I’ve always loved art – I painted a lot as a kid and sometimes make cartoons for friends. Doing visual arts at school has let me learn a lot about art history too and about different artists. I really like surrealism, and really like the artist, Tim Storrier. I like the detail in his work especially because it’s so large-scale.

I got to combine my interests in nature and painting in my final work for visual arts, where I painted 8 different paintings of a bunch of different plants and flowers from my childhood.

I’ve also been able to pursue my interest in business through HSC

I work in the school library one day a week for my Certificate II in Business. Originally, I wanted to do business studies as a subject but didn’t end up being able to do it. An opportunity popped

up for a business traineeship which my parents really pushed me to do – they run a container recycling business and wanted me to get basic business knowledge in case I do want to help with the business. They told me I should just do it – the worst you’ll get is rejection. And I ended up getting the traineeship.

It’s been helpful because if stuff does fall through, then I can always come work with them and help them franchise.

Being organised has been a big part of how I’ve gotten through HSC

When I first started high school, I definitely didn’t care as much. It was a big new school and I was just trying to focus on absorbing information from all the subjects we were doing.

When it came around to selecting senior subjects in Year 10, I realised I was getting towards the end of high school and I needed to start being serious. I would see senior students studying in the library that made me realise that was going to be me soon.

So, I started planning my time better and developed better organisational skills. I wasn’t leaving assignments till the last minute as much. It helps keep me calm when everything’s organised and tidy, which was something I had kind of had to learn to do better myself.

My support network has also helped me through high school

Whenever we get our report cards every semester, sometimes my parents would take us out for a nice dinner at a place we wanted to go. This gratification from my parents made me want to keep doing well.

Having friends to study with at school means we can learn together and bounce ideas off each other. I have friends in each class so we get to come together and work on things.

My trainee supervisor at the library has also been really supportive. I get to catch up with her once a week and talk about things that are stressing me.

She’s a teacher at school, and she gives me tips on how to keep on top of everything and gives me reminders to take a break.

High school has been a place for me to build a stronger connection to my culture

Recently one of my friends had her major Aboriginal studies project, and she chose to organise a night showcasing different Aboriginal performances. I got to MC the night which was super cool. She originally had another MC who fell through, but she thought I’d be perfect for it.

I don’t really like public speaking. Even presenting to the class in school makes me nervous. But after that I did come to like it. I’m not as nervous when I do that stuff now. I now sometimes do Welcome to Countries at assemblies and also MC’d at the NAIDOC Week assembly.

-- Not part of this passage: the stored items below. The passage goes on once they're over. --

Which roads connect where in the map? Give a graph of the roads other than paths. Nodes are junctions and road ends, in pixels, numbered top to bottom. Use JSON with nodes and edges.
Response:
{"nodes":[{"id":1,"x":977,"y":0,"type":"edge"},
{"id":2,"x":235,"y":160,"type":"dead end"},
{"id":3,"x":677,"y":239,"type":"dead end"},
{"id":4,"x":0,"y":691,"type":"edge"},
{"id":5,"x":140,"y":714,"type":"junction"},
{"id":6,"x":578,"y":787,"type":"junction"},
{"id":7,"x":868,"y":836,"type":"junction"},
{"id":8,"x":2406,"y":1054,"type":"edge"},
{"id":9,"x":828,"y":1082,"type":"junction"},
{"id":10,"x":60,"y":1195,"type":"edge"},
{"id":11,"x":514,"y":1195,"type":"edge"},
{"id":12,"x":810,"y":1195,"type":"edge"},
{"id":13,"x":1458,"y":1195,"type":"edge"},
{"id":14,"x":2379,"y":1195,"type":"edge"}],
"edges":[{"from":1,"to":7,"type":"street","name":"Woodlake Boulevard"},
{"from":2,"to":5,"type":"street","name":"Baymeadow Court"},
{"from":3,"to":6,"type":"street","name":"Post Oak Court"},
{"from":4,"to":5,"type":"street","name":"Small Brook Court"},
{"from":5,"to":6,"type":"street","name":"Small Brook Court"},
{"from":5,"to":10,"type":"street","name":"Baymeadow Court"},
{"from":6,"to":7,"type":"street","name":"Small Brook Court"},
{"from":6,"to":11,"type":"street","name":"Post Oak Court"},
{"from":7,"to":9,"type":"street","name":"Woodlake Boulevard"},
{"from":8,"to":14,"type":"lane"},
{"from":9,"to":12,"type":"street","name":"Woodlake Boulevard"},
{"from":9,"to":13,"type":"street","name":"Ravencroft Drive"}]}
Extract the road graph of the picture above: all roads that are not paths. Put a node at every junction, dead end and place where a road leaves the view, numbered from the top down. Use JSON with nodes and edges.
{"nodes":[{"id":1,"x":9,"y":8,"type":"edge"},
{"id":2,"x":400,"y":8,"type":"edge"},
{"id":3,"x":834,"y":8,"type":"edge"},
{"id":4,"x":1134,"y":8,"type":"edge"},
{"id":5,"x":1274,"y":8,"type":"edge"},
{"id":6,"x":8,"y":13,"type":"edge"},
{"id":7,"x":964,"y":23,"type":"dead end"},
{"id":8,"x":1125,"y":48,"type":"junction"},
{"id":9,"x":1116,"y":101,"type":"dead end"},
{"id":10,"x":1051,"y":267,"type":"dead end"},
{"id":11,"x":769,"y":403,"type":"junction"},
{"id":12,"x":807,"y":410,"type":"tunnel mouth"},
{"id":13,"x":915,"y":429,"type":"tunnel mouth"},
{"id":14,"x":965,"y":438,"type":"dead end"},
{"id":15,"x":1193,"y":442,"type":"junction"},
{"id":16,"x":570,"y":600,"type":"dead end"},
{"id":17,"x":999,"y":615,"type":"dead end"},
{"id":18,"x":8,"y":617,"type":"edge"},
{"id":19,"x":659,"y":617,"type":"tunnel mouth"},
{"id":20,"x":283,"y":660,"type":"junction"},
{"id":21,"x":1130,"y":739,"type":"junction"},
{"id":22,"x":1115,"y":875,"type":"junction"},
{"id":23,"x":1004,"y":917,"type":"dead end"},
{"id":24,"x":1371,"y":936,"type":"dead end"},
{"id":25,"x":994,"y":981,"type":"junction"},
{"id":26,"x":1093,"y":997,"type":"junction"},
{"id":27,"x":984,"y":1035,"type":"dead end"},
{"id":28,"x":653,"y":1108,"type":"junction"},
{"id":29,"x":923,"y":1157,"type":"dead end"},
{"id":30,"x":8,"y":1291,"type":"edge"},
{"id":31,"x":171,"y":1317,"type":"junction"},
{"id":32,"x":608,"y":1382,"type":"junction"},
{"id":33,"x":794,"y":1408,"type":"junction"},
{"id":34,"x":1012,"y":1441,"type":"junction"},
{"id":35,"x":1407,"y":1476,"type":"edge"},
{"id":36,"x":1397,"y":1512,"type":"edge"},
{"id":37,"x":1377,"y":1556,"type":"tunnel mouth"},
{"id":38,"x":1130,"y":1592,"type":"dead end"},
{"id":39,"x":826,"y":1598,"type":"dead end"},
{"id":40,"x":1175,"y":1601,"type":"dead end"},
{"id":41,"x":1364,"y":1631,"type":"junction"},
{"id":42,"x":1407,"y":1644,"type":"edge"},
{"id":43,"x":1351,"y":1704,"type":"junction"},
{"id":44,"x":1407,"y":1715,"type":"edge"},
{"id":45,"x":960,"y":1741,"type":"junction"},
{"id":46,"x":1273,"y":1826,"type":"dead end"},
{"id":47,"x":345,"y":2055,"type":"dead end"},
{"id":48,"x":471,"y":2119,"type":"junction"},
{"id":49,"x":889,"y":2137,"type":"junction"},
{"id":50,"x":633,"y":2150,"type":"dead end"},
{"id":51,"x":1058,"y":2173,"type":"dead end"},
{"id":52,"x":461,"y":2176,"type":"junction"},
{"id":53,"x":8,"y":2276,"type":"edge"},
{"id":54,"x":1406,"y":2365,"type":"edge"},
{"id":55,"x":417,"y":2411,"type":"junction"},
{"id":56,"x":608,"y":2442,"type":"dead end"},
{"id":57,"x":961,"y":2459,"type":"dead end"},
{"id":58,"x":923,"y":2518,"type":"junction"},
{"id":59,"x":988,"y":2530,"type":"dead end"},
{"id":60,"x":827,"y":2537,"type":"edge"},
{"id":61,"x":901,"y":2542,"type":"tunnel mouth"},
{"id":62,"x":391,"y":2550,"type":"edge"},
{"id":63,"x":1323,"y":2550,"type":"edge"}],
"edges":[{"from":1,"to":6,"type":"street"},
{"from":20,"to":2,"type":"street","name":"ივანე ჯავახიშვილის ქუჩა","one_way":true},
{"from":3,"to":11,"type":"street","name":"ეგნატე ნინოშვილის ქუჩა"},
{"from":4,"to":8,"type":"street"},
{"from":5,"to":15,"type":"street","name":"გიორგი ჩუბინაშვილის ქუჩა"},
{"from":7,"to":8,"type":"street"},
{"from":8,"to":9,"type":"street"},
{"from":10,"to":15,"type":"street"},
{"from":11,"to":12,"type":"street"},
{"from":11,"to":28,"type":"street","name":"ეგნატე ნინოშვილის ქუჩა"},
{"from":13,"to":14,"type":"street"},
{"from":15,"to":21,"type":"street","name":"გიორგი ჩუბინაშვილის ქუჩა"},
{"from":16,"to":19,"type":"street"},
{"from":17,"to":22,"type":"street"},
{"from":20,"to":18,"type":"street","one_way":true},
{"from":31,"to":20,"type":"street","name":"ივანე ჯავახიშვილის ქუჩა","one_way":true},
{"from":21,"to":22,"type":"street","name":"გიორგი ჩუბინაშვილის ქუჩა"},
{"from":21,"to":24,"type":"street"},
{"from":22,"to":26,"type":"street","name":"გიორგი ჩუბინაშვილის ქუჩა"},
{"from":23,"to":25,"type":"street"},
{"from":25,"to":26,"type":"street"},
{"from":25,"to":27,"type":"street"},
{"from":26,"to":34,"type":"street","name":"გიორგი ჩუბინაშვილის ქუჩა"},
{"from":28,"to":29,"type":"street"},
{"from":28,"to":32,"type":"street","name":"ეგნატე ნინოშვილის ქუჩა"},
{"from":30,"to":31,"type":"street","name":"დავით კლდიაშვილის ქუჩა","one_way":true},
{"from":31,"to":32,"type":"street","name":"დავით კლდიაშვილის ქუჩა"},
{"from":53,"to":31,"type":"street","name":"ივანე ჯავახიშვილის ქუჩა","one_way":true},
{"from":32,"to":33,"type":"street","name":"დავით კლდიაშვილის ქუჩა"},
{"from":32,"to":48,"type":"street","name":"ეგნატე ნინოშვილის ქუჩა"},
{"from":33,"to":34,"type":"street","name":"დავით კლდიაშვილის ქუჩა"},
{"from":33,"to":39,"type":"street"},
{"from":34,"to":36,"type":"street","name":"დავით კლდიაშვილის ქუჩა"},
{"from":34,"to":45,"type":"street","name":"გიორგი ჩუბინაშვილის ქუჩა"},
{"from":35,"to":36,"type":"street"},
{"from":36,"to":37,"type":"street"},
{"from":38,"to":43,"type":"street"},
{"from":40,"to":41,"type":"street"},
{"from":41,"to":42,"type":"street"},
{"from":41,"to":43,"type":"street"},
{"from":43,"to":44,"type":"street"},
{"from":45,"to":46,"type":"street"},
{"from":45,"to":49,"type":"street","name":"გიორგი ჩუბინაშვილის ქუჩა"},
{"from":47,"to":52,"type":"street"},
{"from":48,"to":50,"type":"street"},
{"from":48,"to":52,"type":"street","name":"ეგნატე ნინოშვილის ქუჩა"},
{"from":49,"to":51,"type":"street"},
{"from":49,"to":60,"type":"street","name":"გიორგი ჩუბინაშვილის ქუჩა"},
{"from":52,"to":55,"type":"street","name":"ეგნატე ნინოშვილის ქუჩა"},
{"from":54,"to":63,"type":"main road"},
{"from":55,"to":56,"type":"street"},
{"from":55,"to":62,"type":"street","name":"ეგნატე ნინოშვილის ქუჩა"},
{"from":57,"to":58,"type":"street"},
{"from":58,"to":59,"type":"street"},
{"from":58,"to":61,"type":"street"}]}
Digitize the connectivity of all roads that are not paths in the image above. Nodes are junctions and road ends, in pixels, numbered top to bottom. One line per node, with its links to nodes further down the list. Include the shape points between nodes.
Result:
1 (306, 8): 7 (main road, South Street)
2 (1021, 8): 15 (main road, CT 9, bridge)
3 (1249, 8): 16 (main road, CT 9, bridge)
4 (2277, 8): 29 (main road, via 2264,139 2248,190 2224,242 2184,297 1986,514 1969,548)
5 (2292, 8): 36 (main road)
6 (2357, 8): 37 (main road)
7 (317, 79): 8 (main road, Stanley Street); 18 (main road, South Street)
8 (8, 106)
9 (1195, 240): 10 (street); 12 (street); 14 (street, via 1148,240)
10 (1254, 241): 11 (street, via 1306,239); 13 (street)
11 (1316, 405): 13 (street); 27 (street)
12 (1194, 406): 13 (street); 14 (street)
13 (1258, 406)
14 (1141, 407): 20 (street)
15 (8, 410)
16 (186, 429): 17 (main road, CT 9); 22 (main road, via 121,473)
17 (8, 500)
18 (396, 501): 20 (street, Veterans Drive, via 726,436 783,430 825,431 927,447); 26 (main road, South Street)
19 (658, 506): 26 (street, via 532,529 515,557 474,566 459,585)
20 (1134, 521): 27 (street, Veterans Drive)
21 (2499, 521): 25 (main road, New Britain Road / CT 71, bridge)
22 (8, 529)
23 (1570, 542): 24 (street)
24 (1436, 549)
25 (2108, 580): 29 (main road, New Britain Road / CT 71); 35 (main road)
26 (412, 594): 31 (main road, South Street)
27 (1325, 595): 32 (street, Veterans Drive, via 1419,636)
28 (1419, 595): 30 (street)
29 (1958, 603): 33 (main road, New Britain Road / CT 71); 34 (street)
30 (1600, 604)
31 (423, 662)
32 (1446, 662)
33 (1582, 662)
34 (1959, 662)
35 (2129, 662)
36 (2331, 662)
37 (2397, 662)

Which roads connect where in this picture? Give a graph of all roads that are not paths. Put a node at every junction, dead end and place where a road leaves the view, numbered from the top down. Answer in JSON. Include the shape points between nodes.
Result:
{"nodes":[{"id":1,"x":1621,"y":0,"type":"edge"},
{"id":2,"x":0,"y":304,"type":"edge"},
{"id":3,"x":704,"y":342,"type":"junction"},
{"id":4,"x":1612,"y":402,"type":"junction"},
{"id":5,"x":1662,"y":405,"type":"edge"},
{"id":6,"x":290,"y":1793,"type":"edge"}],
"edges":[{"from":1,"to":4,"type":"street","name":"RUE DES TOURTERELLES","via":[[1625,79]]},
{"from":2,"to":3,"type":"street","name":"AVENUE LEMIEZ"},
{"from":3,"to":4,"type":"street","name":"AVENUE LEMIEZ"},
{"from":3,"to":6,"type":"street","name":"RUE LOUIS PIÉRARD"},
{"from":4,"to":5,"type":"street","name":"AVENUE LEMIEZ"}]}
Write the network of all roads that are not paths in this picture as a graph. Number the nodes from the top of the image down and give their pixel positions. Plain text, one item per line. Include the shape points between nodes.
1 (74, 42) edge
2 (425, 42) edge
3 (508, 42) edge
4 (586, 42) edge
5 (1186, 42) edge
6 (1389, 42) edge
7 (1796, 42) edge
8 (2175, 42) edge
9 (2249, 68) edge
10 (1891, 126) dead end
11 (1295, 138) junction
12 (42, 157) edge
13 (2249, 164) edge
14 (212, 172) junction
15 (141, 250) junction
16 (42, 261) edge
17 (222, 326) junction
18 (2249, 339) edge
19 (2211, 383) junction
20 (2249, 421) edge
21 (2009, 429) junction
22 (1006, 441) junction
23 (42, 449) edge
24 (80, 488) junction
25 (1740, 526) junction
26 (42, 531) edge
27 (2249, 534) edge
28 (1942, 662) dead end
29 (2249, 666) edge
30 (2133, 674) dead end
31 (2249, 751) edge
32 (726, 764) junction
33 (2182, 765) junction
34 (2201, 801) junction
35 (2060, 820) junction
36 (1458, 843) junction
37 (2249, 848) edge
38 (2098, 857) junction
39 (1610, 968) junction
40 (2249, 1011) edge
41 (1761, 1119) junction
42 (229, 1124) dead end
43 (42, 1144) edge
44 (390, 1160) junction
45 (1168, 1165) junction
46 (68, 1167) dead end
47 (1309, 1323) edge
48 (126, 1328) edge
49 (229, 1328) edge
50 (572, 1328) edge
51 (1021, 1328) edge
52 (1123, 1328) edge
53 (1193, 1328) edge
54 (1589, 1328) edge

I also really liked watching all the acts. There was a little mob of kids from an Aboriginal preschool who did a really cute dance in traditional costumes. There was also a whole smoking ceremony as well which was cool to see.

I take away new things from every single one of these events, because I get to meet new people or just learn new songs and dances, which helps me connect to my culture.

My advice for anyone unsure about HSC

My advice for anyone who’s unsure about doing the HSC is don’t rush into it. Pick subjects that you’ve liked doing in your senior years and focus on them. And then when you get to the end of it, it’s pretty much up to you!

If you’re struggling with HSC, stop and take a break. Step back, go do something you enjoy doing so you don’t have to think about it. Then you can come back to studying when you’ve got a fresh mind.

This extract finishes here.